BEGIN INFORMATION GIVEN
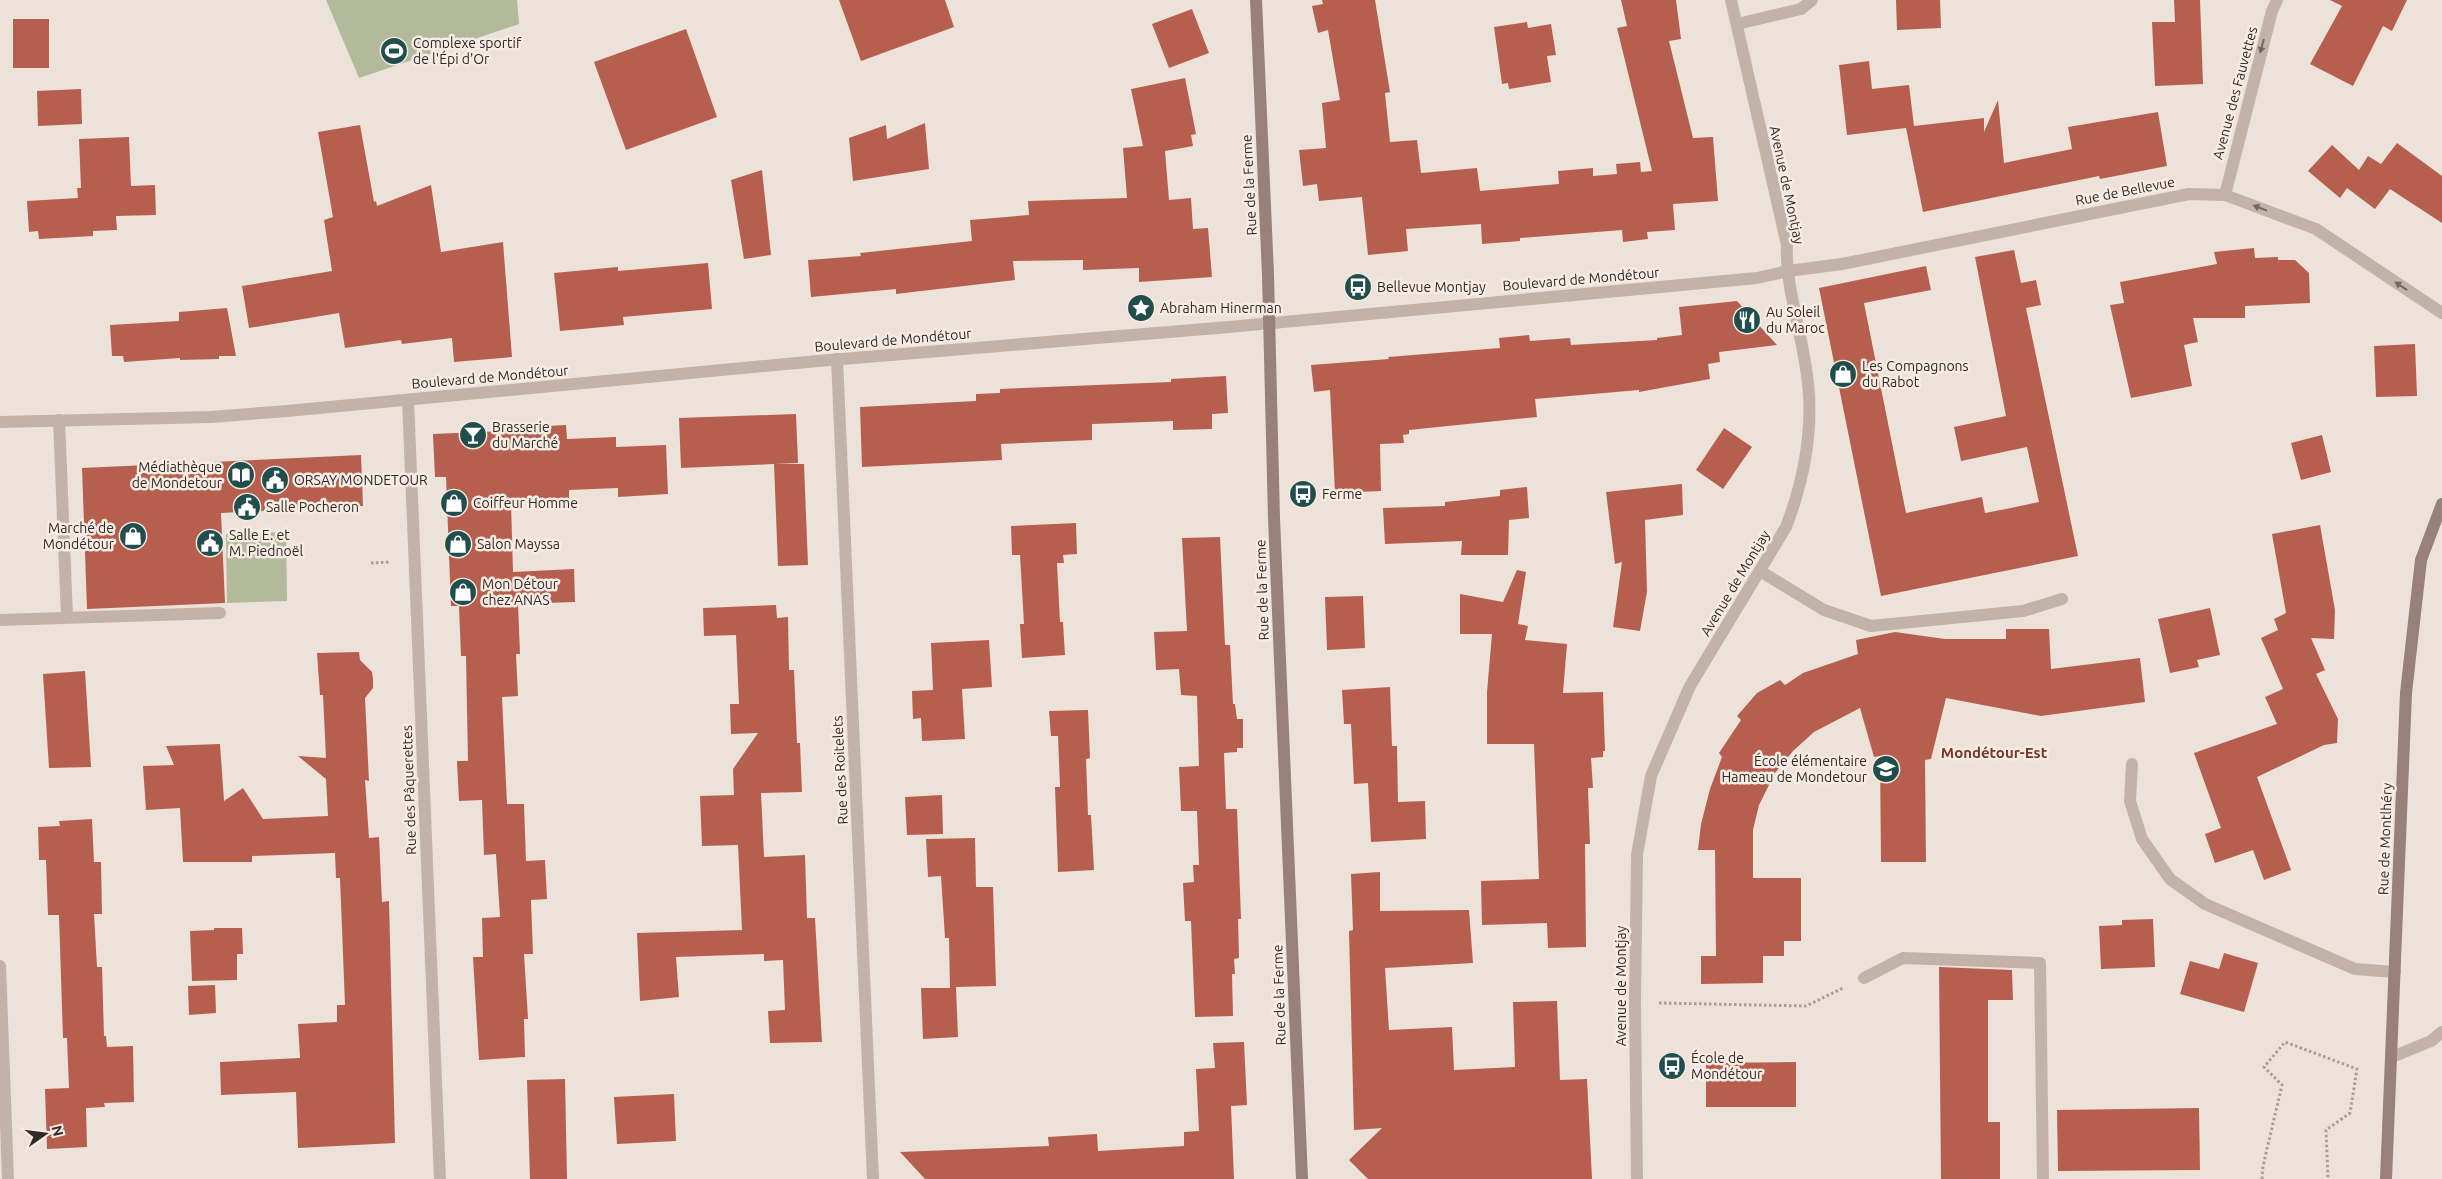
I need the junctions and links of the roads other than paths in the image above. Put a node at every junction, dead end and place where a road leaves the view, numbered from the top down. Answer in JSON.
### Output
END INFORMATION GIVEN
BEGIN INFORMATION GIVEN
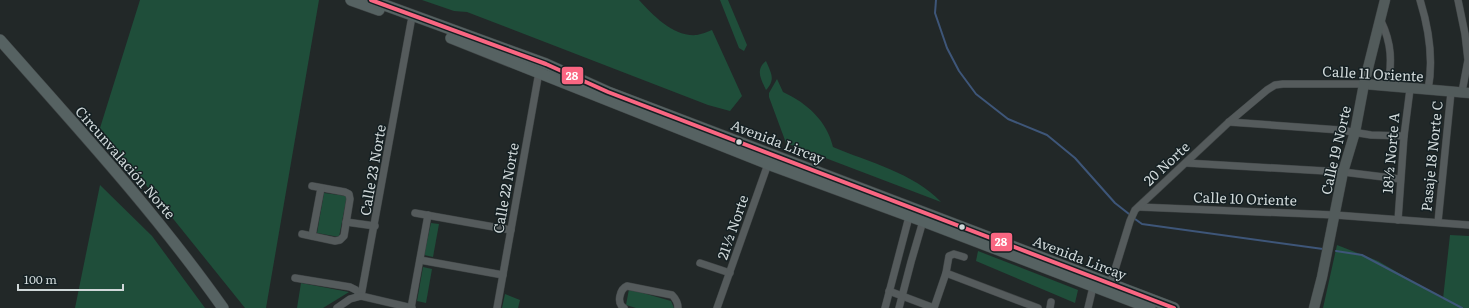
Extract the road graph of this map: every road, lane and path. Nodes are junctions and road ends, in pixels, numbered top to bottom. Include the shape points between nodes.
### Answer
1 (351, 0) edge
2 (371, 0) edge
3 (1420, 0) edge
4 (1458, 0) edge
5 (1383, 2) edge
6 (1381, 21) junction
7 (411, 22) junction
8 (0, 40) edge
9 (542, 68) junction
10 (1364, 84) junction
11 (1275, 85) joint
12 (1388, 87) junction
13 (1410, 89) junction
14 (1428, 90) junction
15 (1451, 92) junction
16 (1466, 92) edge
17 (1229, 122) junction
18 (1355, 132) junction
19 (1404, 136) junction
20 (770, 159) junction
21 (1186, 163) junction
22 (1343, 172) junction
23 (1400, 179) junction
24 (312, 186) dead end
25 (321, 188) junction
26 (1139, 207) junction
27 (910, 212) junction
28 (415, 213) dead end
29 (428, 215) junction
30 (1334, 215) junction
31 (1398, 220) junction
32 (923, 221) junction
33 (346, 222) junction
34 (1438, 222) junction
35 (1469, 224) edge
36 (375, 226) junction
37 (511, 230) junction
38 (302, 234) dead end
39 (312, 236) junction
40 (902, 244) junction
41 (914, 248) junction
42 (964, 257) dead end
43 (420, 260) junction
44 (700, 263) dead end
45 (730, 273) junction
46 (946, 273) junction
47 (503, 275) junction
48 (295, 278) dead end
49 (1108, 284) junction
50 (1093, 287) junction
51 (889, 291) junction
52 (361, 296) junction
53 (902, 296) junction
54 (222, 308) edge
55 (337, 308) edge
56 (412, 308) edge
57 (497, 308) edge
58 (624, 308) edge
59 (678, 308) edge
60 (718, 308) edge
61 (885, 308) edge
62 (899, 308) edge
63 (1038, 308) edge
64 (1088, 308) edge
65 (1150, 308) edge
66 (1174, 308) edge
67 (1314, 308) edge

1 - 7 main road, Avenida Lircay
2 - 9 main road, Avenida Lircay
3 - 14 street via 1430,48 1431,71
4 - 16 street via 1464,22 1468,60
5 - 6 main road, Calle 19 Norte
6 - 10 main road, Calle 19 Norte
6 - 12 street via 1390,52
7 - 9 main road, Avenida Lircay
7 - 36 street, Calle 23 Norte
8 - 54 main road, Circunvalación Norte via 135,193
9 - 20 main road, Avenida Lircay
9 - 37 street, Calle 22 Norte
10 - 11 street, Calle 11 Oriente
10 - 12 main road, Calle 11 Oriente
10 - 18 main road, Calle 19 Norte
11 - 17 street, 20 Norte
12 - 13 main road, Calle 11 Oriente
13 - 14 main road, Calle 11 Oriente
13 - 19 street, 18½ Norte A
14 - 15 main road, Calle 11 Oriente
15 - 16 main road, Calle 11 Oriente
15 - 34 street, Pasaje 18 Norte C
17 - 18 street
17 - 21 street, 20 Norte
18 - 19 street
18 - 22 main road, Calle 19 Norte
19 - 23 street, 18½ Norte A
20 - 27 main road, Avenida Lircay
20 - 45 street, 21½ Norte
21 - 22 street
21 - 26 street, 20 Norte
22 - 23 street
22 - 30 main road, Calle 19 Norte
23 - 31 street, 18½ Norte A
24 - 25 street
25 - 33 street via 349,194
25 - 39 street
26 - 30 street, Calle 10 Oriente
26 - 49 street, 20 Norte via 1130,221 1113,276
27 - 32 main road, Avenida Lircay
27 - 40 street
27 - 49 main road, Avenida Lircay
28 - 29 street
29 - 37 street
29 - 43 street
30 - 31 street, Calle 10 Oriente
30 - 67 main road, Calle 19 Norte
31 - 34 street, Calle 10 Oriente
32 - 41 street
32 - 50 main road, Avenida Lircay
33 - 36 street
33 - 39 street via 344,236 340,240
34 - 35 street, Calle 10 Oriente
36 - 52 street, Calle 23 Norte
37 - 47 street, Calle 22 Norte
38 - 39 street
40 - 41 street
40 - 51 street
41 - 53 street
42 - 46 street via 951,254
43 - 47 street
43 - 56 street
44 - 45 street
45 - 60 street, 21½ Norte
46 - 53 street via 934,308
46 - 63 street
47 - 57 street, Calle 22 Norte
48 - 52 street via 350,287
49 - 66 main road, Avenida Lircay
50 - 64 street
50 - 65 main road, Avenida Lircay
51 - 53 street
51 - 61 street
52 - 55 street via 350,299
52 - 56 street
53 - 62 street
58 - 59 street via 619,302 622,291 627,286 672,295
END INFORMATION GIVEN
BEGIN INFORMATION GIVEN
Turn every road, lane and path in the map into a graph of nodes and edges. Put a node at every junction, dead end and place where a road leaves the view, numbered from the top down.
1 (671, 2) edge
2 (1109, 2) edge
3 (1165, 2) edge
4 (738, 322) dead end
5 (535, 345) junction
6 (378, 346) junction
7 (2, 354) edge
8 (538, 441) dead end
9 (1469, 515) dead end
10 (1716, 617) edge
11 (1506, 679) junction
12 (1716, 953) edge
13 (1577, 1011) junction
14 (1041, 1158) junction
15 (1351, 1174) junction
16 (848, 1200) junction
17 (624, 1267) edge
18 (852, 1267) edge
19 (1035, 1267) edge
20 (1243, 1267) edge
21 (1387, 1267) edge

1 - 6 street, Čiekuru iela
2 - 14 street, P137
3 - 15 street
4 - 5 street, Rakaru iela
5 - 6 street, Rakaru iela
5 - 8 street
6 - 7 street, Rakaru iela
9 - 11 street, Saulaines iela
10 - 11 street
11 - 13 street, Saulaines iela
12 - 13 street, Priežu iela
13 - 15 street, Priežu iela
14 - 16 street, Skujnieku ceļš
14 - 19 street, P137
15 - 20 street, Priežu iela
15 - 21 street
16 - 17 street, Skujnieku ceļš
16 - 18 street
END INFORMATION GIVEN
EXERCISE INSTRUCTIONS: Lines holding the string "junctions": find them in the listing above and copy each one.

TASK ANSWER:
I need the junctions and links of the roads other than paths in the image above. Put a node at every junction, dead end and place where a road leaves the view, numbered from the top down. Answer in JSON.
Extract the road graph of this map: every road, lane and path. Nodes are junctions and road ends, in pixels, numbered top to bottom. Include the shape points between nodes.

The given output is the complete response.